No.... not all men are that way.

I'm no expert, but it sounds like BPD to me.

There are some here with first-hand accounts of dealing with BPD. There was even one WITH the disorder. Sadly, I don't think she posts much anymore.

Maybe some of them can give you better advice than I can. 

For my part - there does appear to be a lot missing from your story. 15 years and it was ALL bad? Why did you ever marry? Why didn't you leave 14 years ago? 

You also say he "tricked" you into staying - that is not being entirely honest. You might regret your decision to stay _now_, but it was still _your_ decision. It almost sounds like you were hoping he would blow up again so you would feel less guilt about leaving... but he has failed to oblige you and it makes you angry. By your own account, he did what he said he would do. So what is really the issue? Could his continued mood swings be due to the lack of love from you? Think about it. From his point of view he 'fixed' the issue you had a problem with, but you are still cold towards him. You don't think someone knows when "the thought of having sex with him makes me want to vomit"? Yet he still takes care of you when you are sick and "works his butt off to take care of" you. No wonder he is showing signs of 'duality'. Sounds like he is working on the marriage and you gave up long ago but didn't have the courage to leave or tell him. You both really need MC to air out these festering resentments and lack of communication. Then decide a course of action.

I'm not saying he is a good person. Far from it. The blackouts you describe him experiencing are particularly worrisome. 

I do know you need to own your own part in the dissolution of your relationship if you want the folks here to actually help you.

Saying "I know I will never be happy with him, but I will lose my house, my health, and God only knows what else" means you have already given up and have no intention of owning your share of the marital problems - or working on your marriage in any way. So... what advice do you really want? 

If you are wanting us to tell you that you didn't do anything wrong and "by the way, here's how you can keep your house, health, and his money - guilt free!" then you have come to the wrong place.

If you want to get to the root of the problems with your relationship - and work on your marriage and your own issues that led you to this impasse so that you don't repeat it in the future (even if your marriage doesn't work out) - then you need to be willing to ask yourself some hard questions and own the truth... whatever it is. If that is the case...

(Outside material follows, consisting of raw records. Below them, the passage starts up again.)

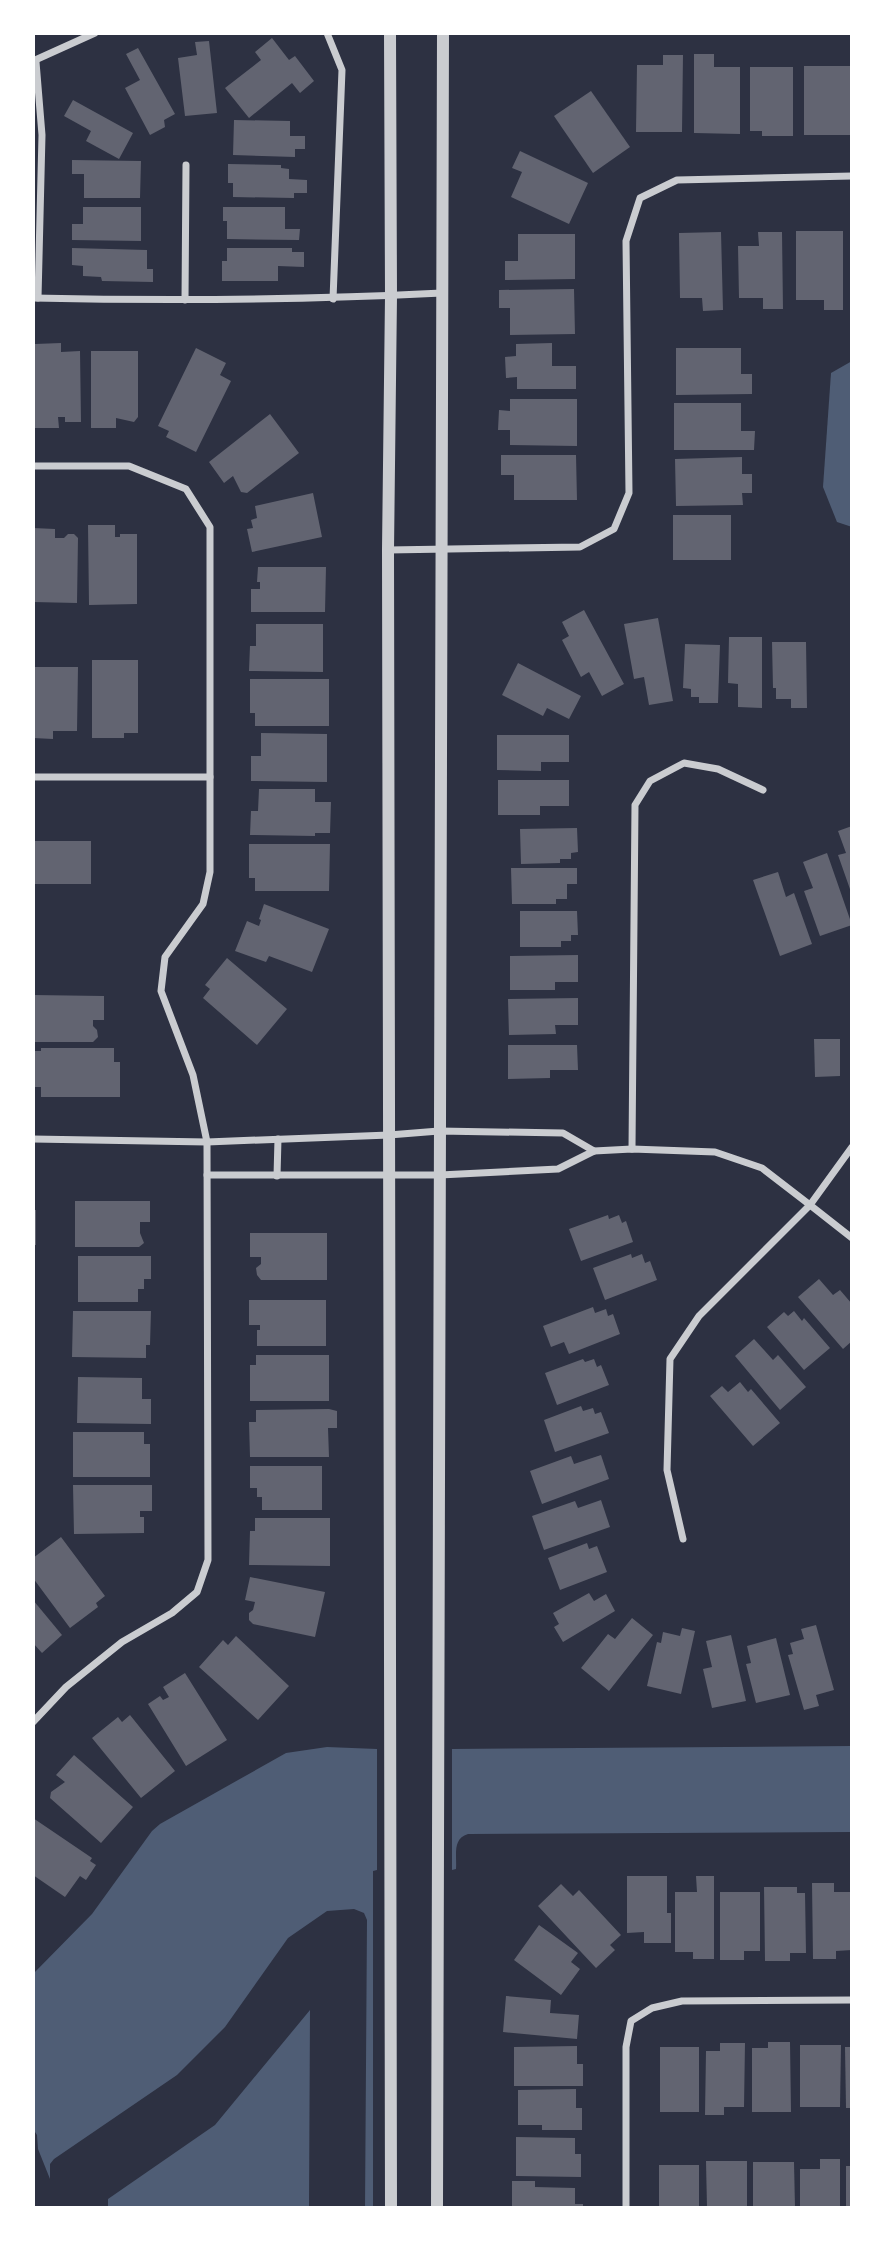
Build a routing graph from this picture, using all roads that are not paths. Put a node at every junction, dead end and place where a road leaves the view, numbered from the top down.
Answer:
1 (95, 33) edge
2 (327, 33) edge
3 (390, 33) edge
4 (443, 33) edge
5 (34, 62) edge
6 (186, 165) dead end
7 (852, 176) edge
8 (442, 293) junction
9 (391, 296) junction
10 (36, 298) edge
11 (333, 299) junction
12 (185, 300) junction
13 (33, 466) edge
14 (388, 550) junction
15 (440, 550) junction
16 (33, 777) edge
17 (210, 777) junction
18 (763, 790) dead end
19 (439, 1131) junction
20 (389, 1135) junction
21 (33, 1139) edge
22 (278, 1139) junction
23 (207, 1142) junction
24 (852, 1147) edge
25 (632, 1149) junction
26 (594, 1151) junction
27 (207, 1175) junction
28 (440, 1175) junction
29 (277, 1176) junction
30 (390, 1176) junction
31 (810, 1205) junction
32 (852, 1238) edge
33 (683, 1539) dead end
34 (33, 1722) edge
35 (852, 2000) edge
36 (391, 2208) edge
37 (437, 2208) edge
38 (626, 2208) edge

1 - 5 street
2 - 11 street
3 - 9 street
4 - 8 street
5 - 10 street
6 - 12 street
7 - 15 street
8 - 9 street
8 - 15 street
9 - 11 street
9 - 14 street
10 - 12 street
11 - 12 street
13 - 17 street
14 - 15 street
14 - 20 street
15 - 19 street
16 - 17 street
17 - 23 street
18 - 25 street
19 - 20 street
19 - 26 street
19 - 28 street
20 - 22 street
20 - 30 street
21 - 23 street
22 - 23 street
22 - 29 street
23 - 27 street
24 - 31 street
25 - 26 street
25 - 31 street
26 - 28 street
27 - 29 street
27 - 34 street
28 - 30 street
28 - 37 street
29 - 30 street
30 - 36 street
31 - 32 street
31 - 33 street
35 - 38 street

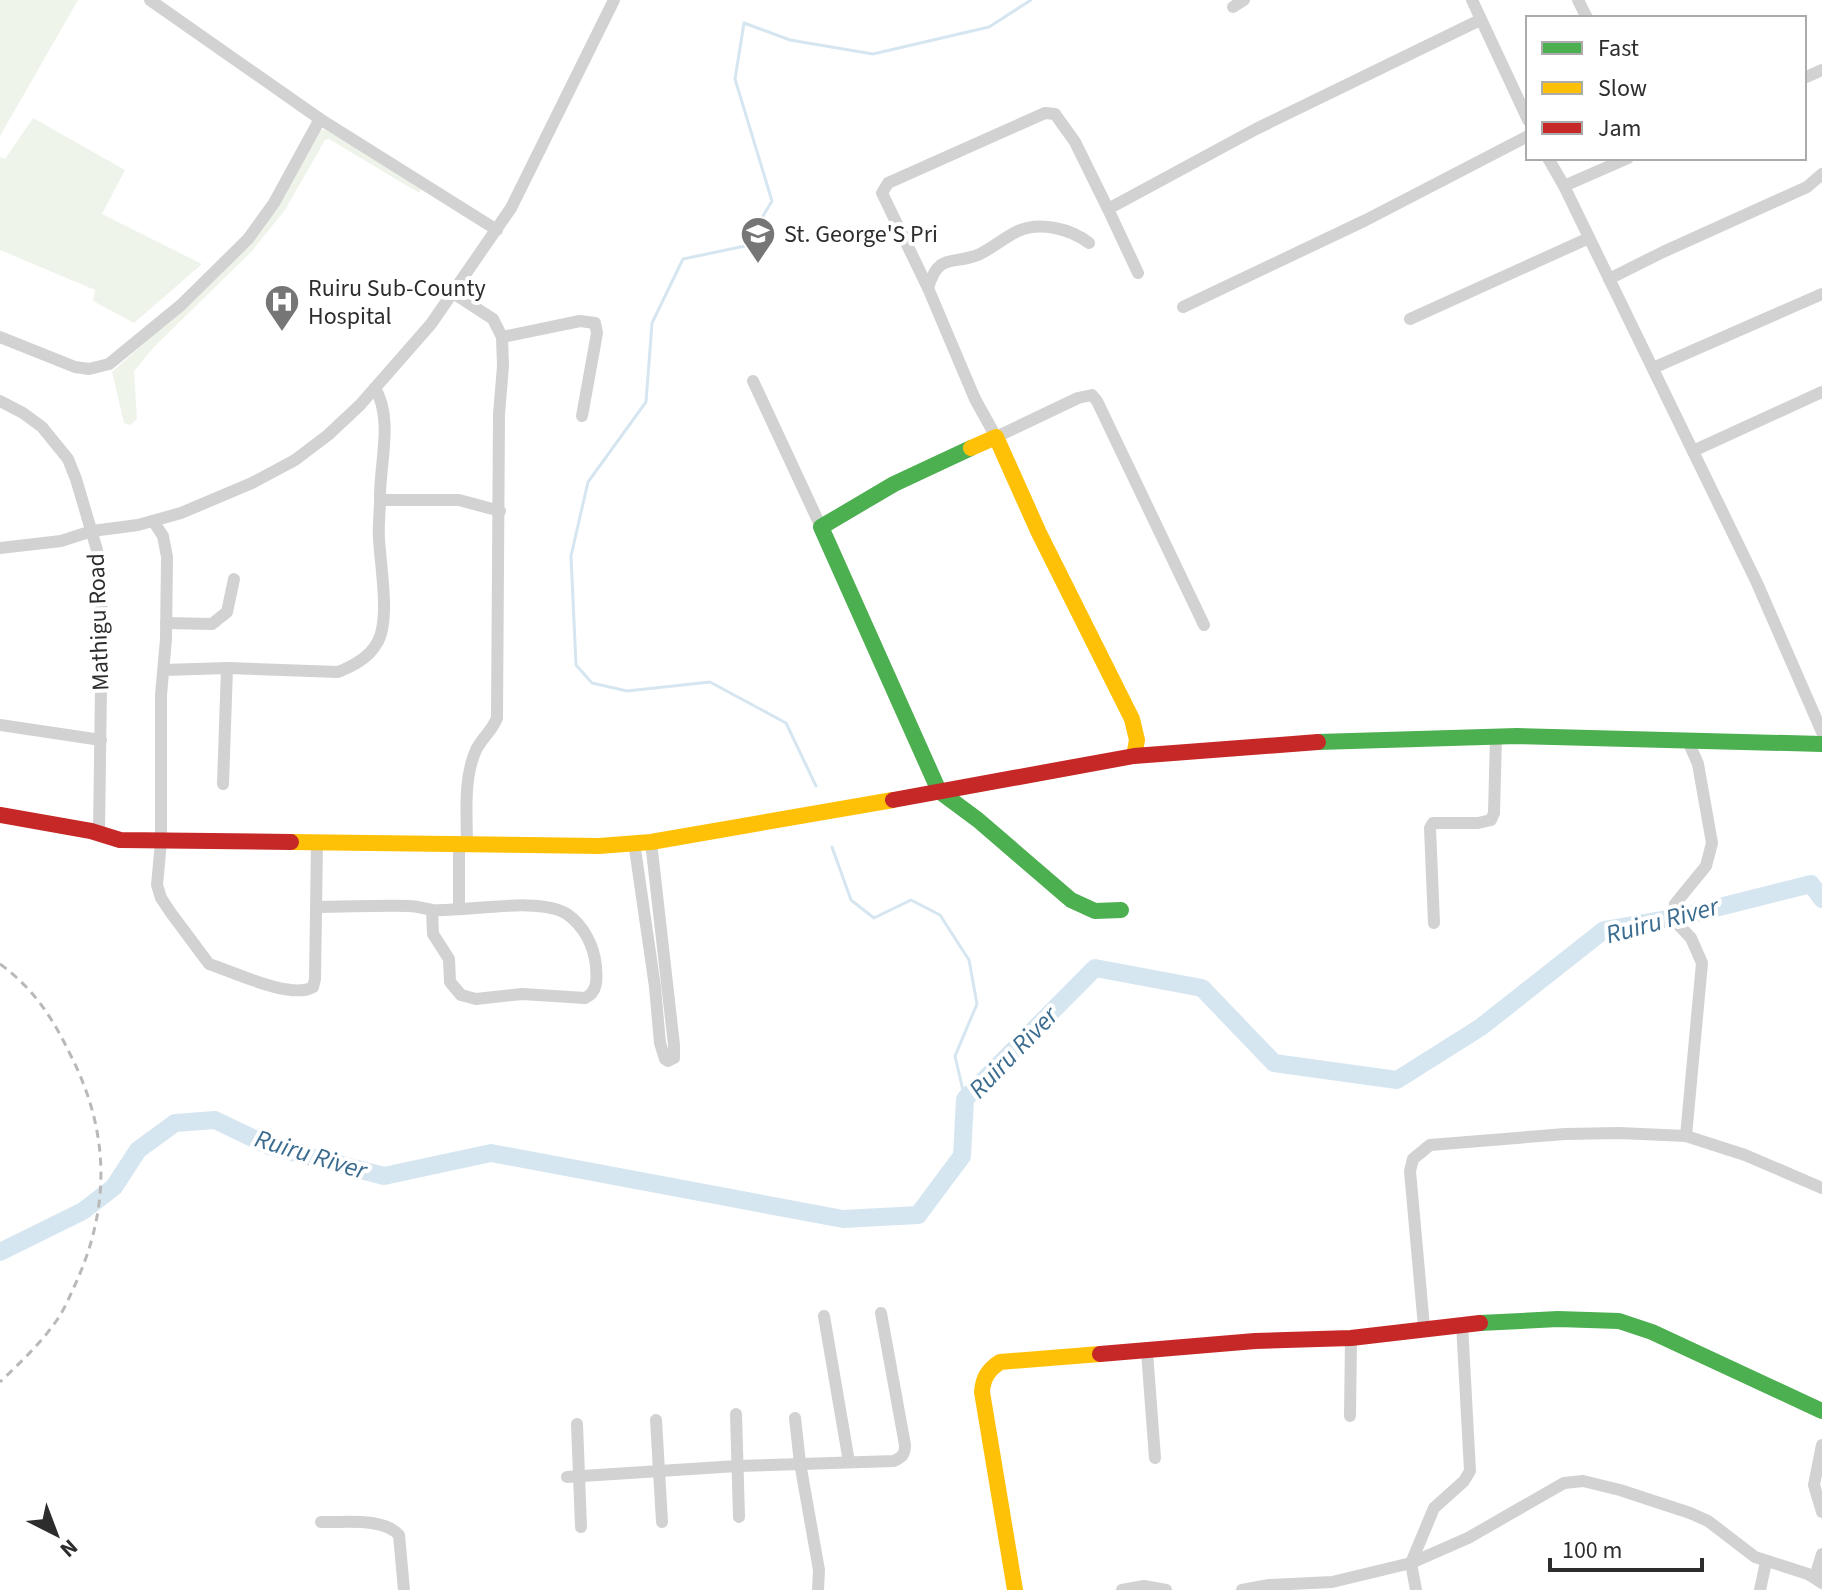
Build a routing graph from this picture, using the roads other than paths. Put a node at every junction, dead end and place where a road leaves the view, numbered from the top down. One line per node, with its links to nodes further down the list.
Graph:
1 (150, 0): 6 (street)
2 (614, 0): 15 (street)
3 (1472, 0): 4 (street)
4 (1480, 20): 5 (street); 14 (street)
5 (1526, 116)
6 (320, 119): 15 (street); 25 (street)
7 (1526, 137): 23 (street)
8 (1549, 160): 12 (street)
9 (1623, 160): 12 (street)
10 (1822, 174): 13 (street)
11 (1822, 180): 13 (street)
12 (1564, 186): 16 (street)
13 (1807, 187): 19 (street)
14 (1108, 209): 18 (street); 20 (street)
15 (497, 230): 21 (street)
16 (1589, 238): 19 (street); 24 (street)
17 (1089, 243): 20 (street)
18 (1138, 273)
19 (1609, 279): 27 (street)
20 (928, 288): 33 (street)
21 (453, 293): 26 (street); 29 (street)
22 (1822, 294): 27 (street)
23 (1183, 307)
24 (1410, 319)
25 (0, 337)
26 (502, 337): 32 (street); 36 (street)
27 (1653, 368): 34 (street)
28 (753, 381): 38 (street)
29 (375, 388): 35 (street); 37 (street)
30 (1822, 392): 34 (street)
31 (0, 401): 39 (street, Mathigu Road)
32 (582, 416)
33 (996, 437): 38 (street); 43 (street); 52 (street)
34 (1693, 451): 47 (street)
35 (380, 500): 36 (street); 44 (street)
36 (500, 511): 60 (street)
37 (153, 521): 39 (street); 42 (street)
38 (821, 527): 54 (street)
39 (92, 531): 40 (street); 49 (street, Mathigu Road)
40 (0, 548)
41 (234, 579): 42 (street)
42 (166, 623): 45 (street)
43 (1204, 625)
44 (227, 668): 45 (street); 53 (street)
45 (164, 670): 57 (street)
46 (0, 725): 49 (street)
47 (1822, 732)
48 (1496, 737): 50 (street); 52 (street); 67 (street)
49 (101, 740): 56 (street, Mathigu Road)
50 (1688, 741): 51 (street); 68 (street)
51 (1822, 744)
52 (1134, 756): 54 (street)
53 (223, 784)
54 (939, 791): 58 (street); 66 (street)
55 (0, 815): 56 (street)
56 (99, 832): 57 (street)
57 (161, 842): 59 (street); 63 (street)
58 (643, 842): 60 (street); 61 (street); 62 (street)
59 (317, 843): 60 (street); 63 (street)
60 (463, 846): 64 (street)
61 (657, 897): 62 (street); 62 (street)
62 (642, 899)
63 (316, 907): 65 (street)
64 (459, 908): 65 (street); 65 (street)
65 (432, 910)
66 (1121, 910)
67 (1434, 923)
68 (1686, 1136): 69 (street); 73 (street)
69 (1822, 1188)
70 (881, 1313): 84 (street)
71 (824, 1316): 84 (street)
72 (1462, 1324): 73 (street); 76 (street); 96 (street)
73 (1424, 1327): 74 (street)
74 (1351, 1338): 75 (street); 78 (street)
75 (1147, 1352): 83 (street); 100 (street)
76 (1822, 1411)
77 (736, 1414): 86 (street)
78 (1350, 1416)
79 (795, 1418): 85 (street)
80 (656, 1420): 87 (street)
81 (577, 1424): 88 (street)
82 (1822, 1445): 89 (street)
83 (1155, 1458)
84 (849, 1462): 85 (street)
85 (800, 1463): 86 (street); 99 (street)
86 (737, 1466): 87 (street); 90 (street)
87 (658, 1470): 88 (street); 92 (street)
88 (573, 1477): 93 (street)
89 (1822, 1512)
90 (739, 1517)
91 (321, 1522): 98 (street)
92 (662, 1522)
93 (581, 1527)
94 (1822, 1554): 97 (street)
95 (1766, 1562): 96 (street); 97 (street); 105 (street)
96 (1411, 1563): 103 (street); 104 (street)
97 (1819, 1580)
98 (404, 1590)
99 (818, 1590)
100 (1015, 1590)
101 (1122, 1590): 102 (street)
102 (1166, 1590)
103 (1242, 1590)
104 (1416, 1590)
105 (1760, 1590)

...welcome to TAM. I'm sorry you are here.


----------



## Uptown (Mar 27, 2010)

Jems, I agree with Honorbound that you are describing many of the classic traits of BPD. Although you cannot diagnose your H's issues, you certainly are capable of spotting the warning signs for BPD if you take time to learn what to look for. There is nothing subtle about red flags such as temper tantrums, verbal abuse, suicide threats, and rapid flips between adoring you and devaluing you. I therefore suggest you look at my description of such traits at http://talkaboutmarriage.com/general-relationship-discussion/33734-my-list-hell.html#post473522. If that description rings many bells, I would be glad to discuss them with you.


----------